* _WHAT TO WORK ON_:
Only the lines from the beginning of the data through the one with "Draw a box around" belong in the answer, each retyped exactly, with pictures left out.

* _RECORD EXCERPTS_:
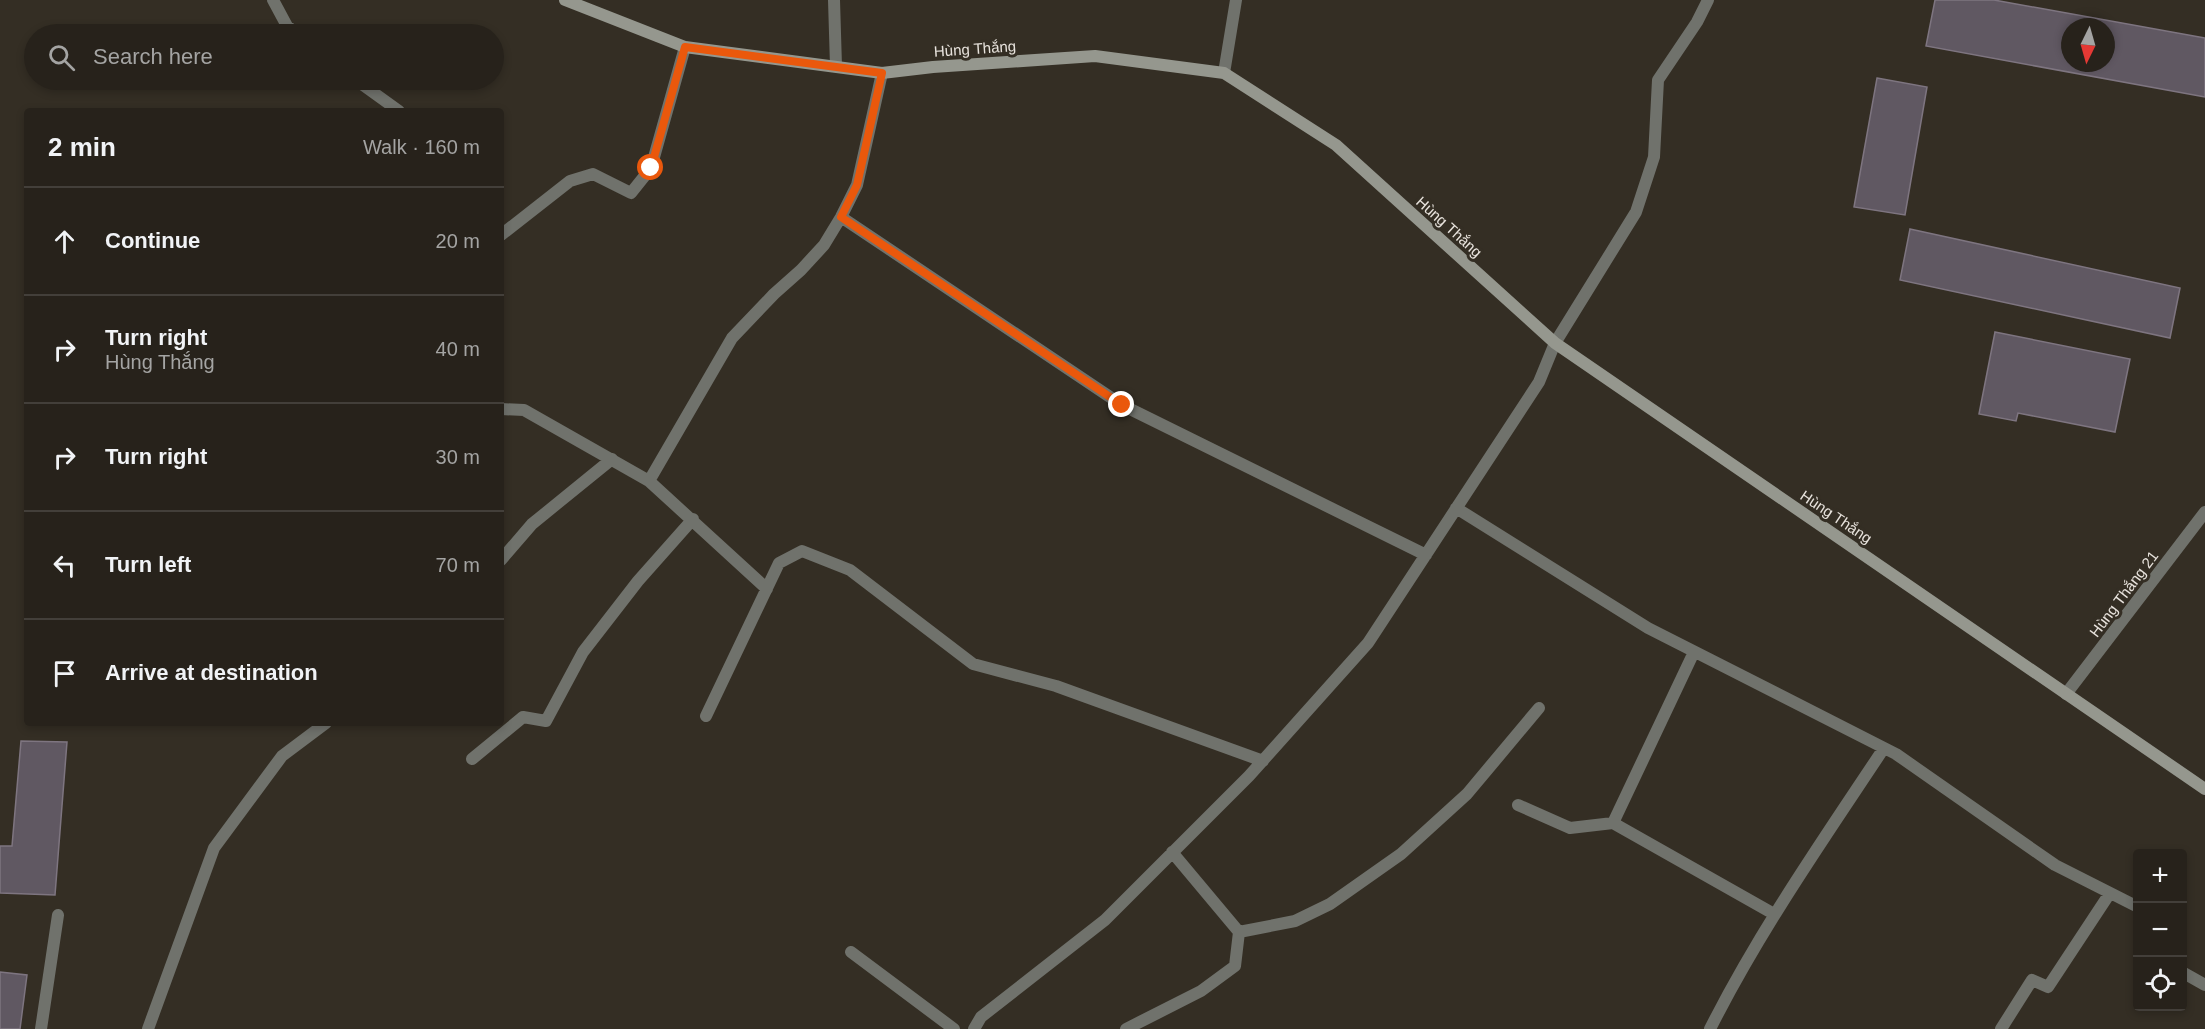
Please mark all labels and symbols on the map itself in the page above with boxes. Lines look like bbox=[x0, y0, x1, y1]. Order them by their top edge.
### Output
north arrow bbox=[2061, 18, 2115, 72]
street label: Hùng Thắng bbox=[933, 37, 1017, 60]
route start bbox=[637, 154, 663, 180]
street label: Hùng Thắng bbox=[1413, 193, 1486, 260]
route end bbox=[1108, 391, 1134, 417]
street label: Hùng Thắng bbox=[1797, 487, 1875, 547]
street label: Hùng Thắng 21 bbox=[2086, 547, 2161, 640]

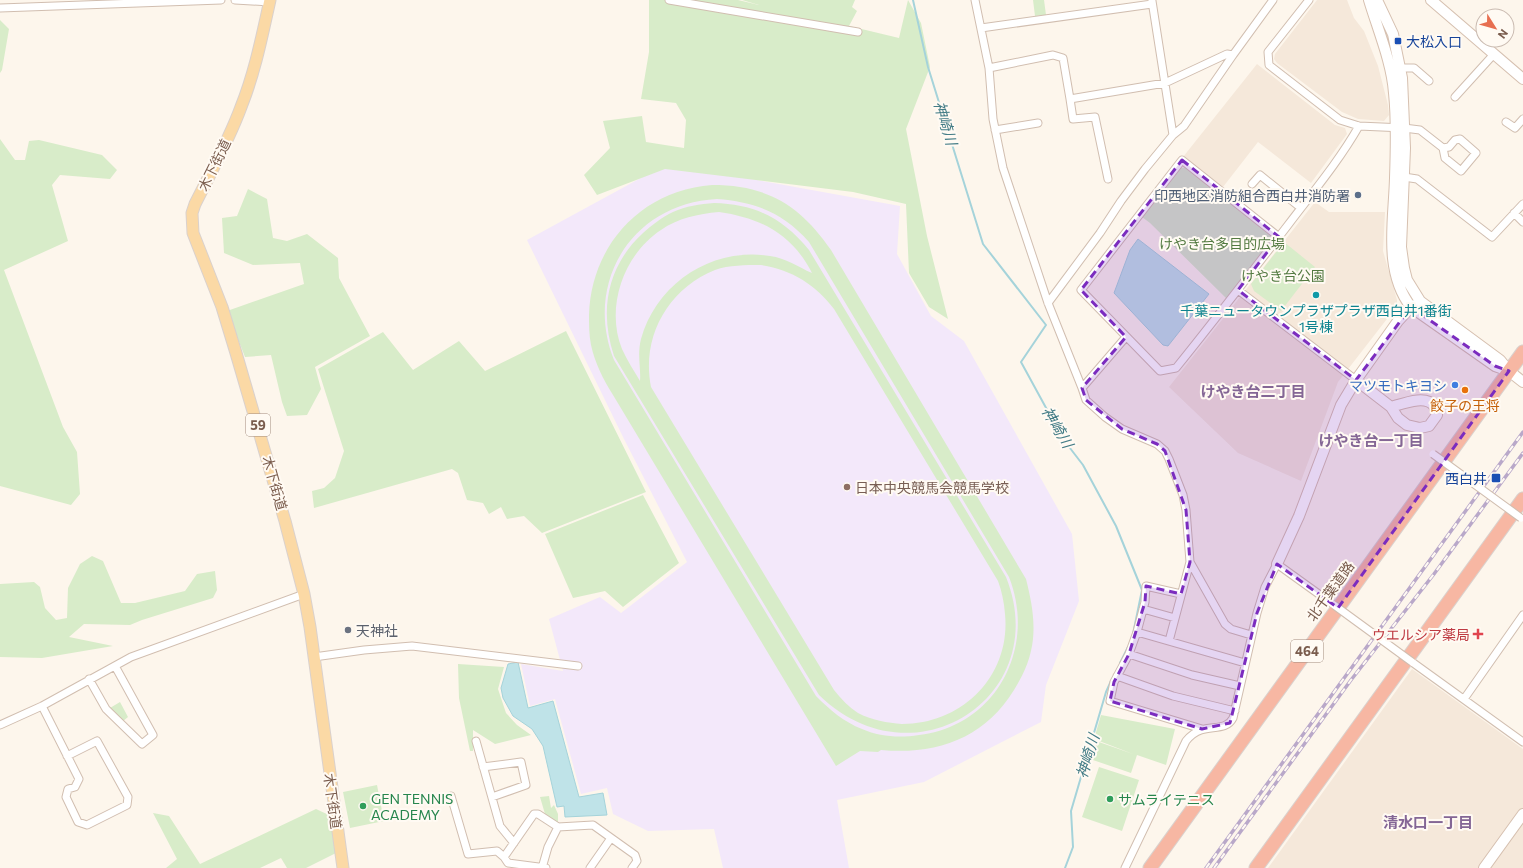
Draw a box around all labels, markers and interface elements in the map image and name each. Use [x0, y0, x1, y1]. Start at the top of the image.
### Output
north arrow [1475, 8, 1515, 48]
text: N [1496, 27, 1511, 42]
place label: 大松入口 [1406, 33, 1462, 50]
marker: 大松入口 [1393, 36, 1403, 46]
water label: 神崎川 [931, 99, 962, 149]
street label: 木下街道 [194, 136, 234, 194]
place label: 印西地区消防組合西白井消防署 [1154, 187, 1350, 204]
marker: 印西地区消防組合西白井消防署 [1353, 190, 1363, 200]
park label: けやき台多目的広場 [1159, 235, 1285, 252]
park label: けやき台公園 [1241, 267, 1325, 284]
marker: 千葉ニュータウンプラザプラザ西白井1番街 1号棟 [1311, 290, 1321, 300]
place label: 千葉ニュータウンプラザプラザ西白井1番街 1号棟 [1180, 302, 1452, 335]
place label: マツモトキヨシ [1349, 377, 1447, 394]
marker: マツモトキヨシ [1450, 380, 1460, 390]
district label: けやき台二丁目 [1200, 382, 1306, 400]
marker: 餃子の王将 [1460, 385, 1470, 395]
place label: 餃子の王将 [1430, 397, 1500, 414]
water label: 神崎川 [1039, 403, 1078, 453]
road number: 59 [246, 414, 270, 436]
district label: けやき台一丁目 [1318, 431, 1424, 449]
street label: 木下街道 [259, 454, 291, 512]
place label: 西白井 [1445, 470, 1487, 487]
marker: 西白井 [1490, 472, 1502, 484]
place label: 日本中央競馬会競馬学校 [855, 479, 1009, 496]
marker: 日本中央競馬会競馬学校 [842, 482, 852, 492]
street label: 北千葉道路 [1303, 558, 1357, 624]
place label: 天神社 [356, 622, 398, 639]
marker: 天神社 [343, 625, 353, 635]
place label: ウエルシア薬局 [1372, 626, 1470, 643]
marker: ウエルシア薬局 [1473, 629, 1483, 639]
road number: 464 [1291, 640, 1323, 662]
water label: 神崎川 [1072, 730, 1103, 780]
street label: 木下街道 [321, 772, 345, 830]
place label: GEN TENNIS ACADEMY [371, 790, 453, 823]
place label: サムライテニス [1118, 791, 1215, 808]
marker: サムライテニス [1105, 794, 1115, 804]
marker: GEN TENNIS ACADEMY [358, 801, 368, 811]
district label: 清水口一丁目 [1383, 813, 1473, 831]

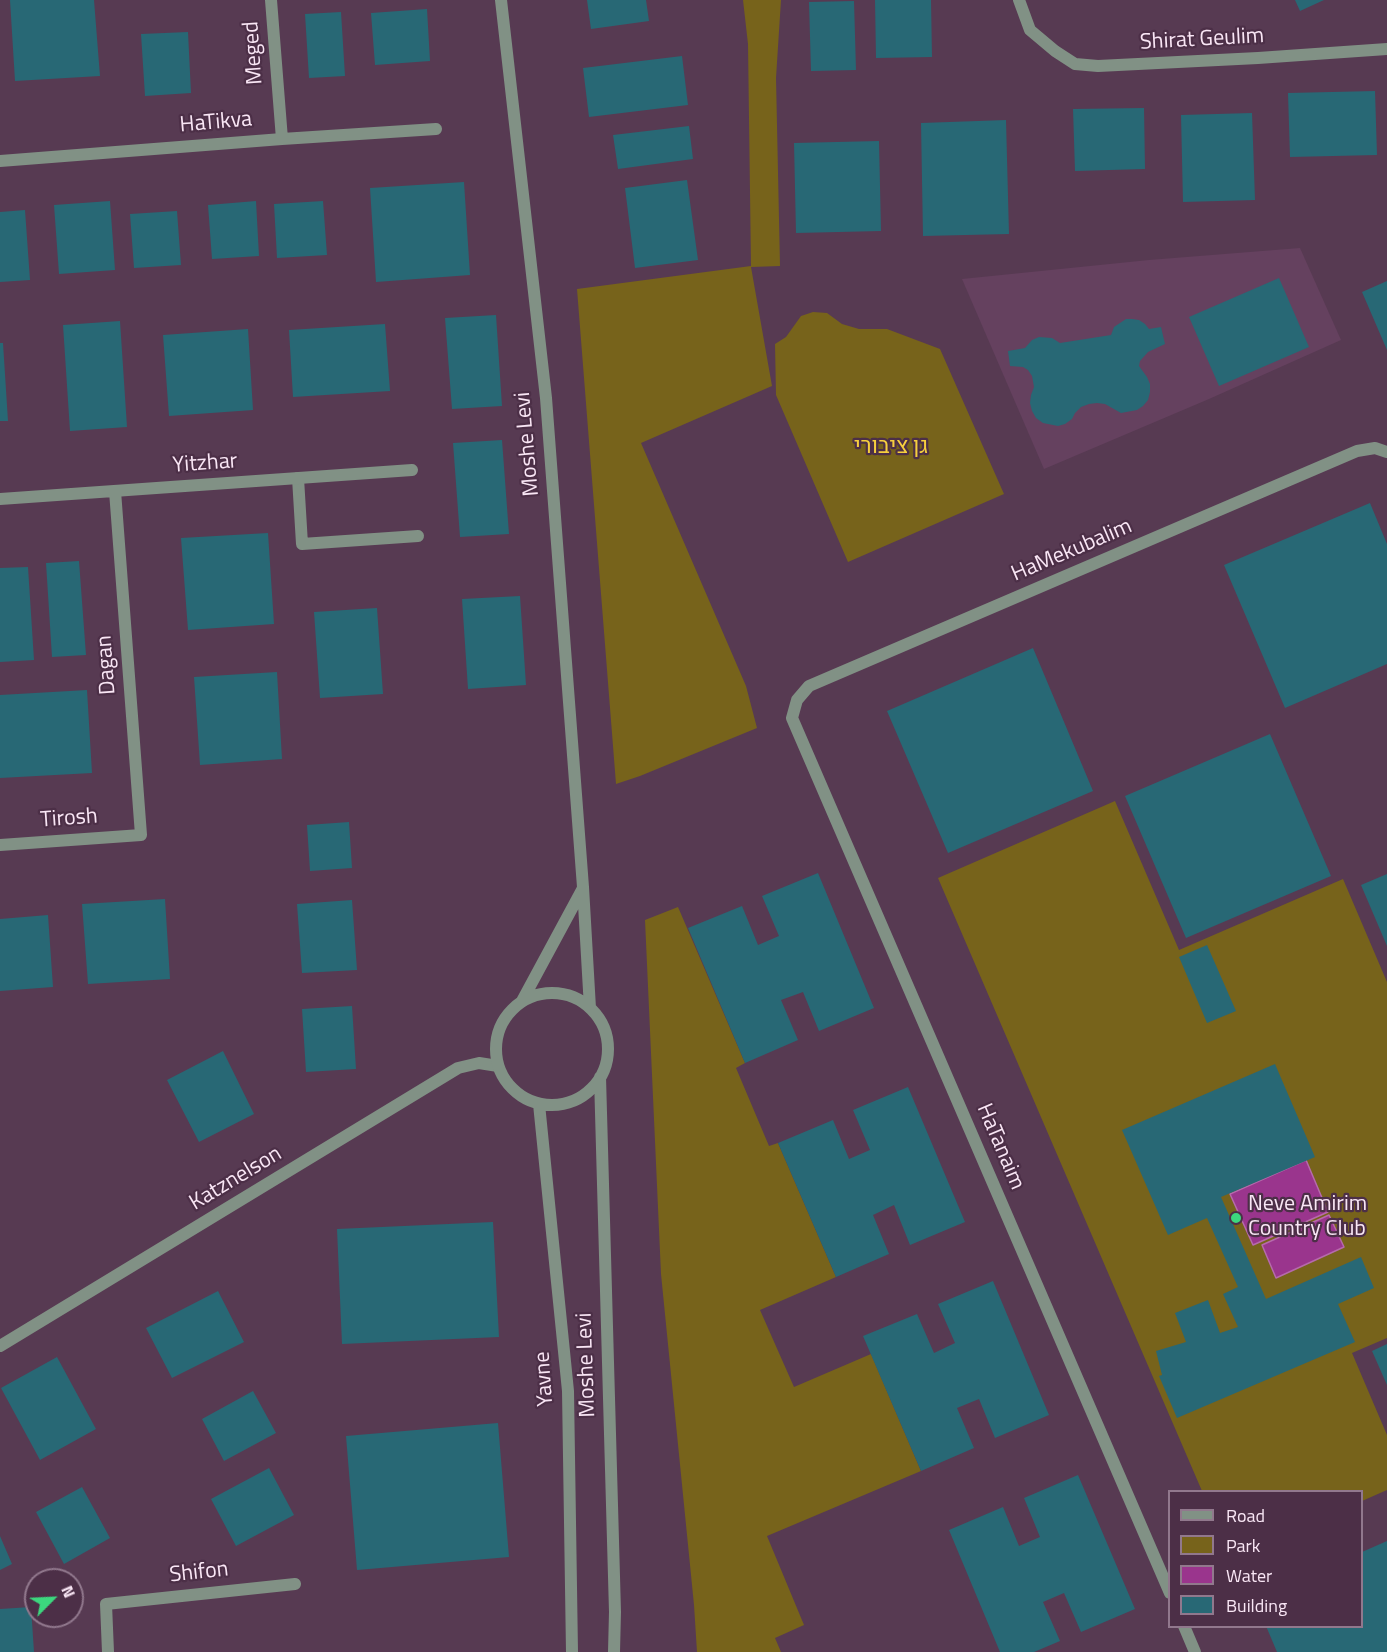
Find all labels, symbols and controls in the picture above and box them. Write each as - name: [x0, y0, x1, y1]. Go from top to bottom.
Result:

* _TASK ANSWER_:
Please mark all labels and symbols on the map itself in the page above with boxes. Lines look like bbox=[x0, y0, x1, y1]. Order them by their top edge.
### Output
north arrow bbox=[2061, 18, 2115, 72]
street label: Hùng Thắng bbox=[933, 37, 1017, 60]
route start bbox=[637, 154, 663, 180]
street label: Hùng Thắng bbox=[1413, 193, 1486, 260]
route end bbox=[1108, 391, 1134, 417]
street label: Hùng Thắng bbox=[1797, 487, 1875, 547]
street label: Hùng Thắng 21 bbox=[2086, 547, 2161, 640]

Draw a box around all labels, markers and interface elements in the map image and name each. Use [x0, y0, x1, y1]. Start at the top of the image.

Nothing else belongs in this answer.